»»
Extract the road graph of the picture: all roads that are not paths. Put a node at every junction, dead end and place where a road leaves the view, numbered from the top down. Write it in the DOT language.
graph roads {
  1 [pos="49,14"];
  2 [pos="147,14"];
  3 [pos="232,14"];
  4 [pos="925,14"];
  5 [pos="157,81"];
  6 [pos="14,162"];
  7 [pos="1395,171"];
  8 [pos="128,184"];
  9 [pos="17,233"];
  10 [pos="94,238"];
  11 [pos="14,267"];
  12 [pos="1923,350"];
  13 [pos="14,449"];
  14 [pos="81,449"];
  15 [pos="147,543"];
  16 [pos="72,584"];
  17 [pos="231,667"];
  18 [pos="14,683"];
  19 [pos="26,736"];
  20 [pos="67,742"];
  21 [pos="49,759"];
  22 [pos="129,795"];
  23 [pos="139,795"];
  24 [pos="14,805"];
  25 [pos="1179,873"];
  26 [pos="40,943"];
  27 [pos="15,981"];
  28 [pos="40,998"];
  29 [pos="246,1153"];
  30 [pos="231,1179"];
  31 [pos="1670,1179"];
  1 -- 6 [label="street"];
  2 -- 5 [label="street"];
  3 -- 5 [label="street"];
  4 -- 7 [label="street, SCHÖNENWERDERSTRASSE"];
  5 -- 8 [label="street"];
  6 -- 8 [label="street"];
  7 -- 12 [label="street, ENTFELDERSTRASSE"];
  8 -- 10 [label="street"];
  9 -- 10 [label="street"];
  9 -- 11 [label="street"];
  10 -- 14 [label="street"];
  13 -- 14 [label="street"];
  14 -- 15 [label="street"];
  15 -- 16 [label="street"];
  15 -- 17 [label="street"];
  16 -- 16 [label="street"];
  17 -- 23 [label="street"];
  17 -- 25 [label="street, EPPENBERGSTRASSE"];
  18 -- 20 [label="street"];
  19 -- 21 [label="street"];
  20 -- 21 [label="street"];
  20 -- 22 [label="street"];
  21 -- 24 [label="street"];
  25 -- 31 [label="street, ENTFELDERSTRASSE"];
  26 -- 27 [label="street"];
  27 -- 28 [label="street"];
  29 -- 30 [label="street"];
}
««
**Try it:** Considering only the data above, return the lines in which "roads" occurs.

**Response:**
Extract the road graph of the picture: all roads that are not paths. Put a node at every junction, dead end and place where a road leaves the view, numbered from the top down. Write it in the DOT language.
graph roads {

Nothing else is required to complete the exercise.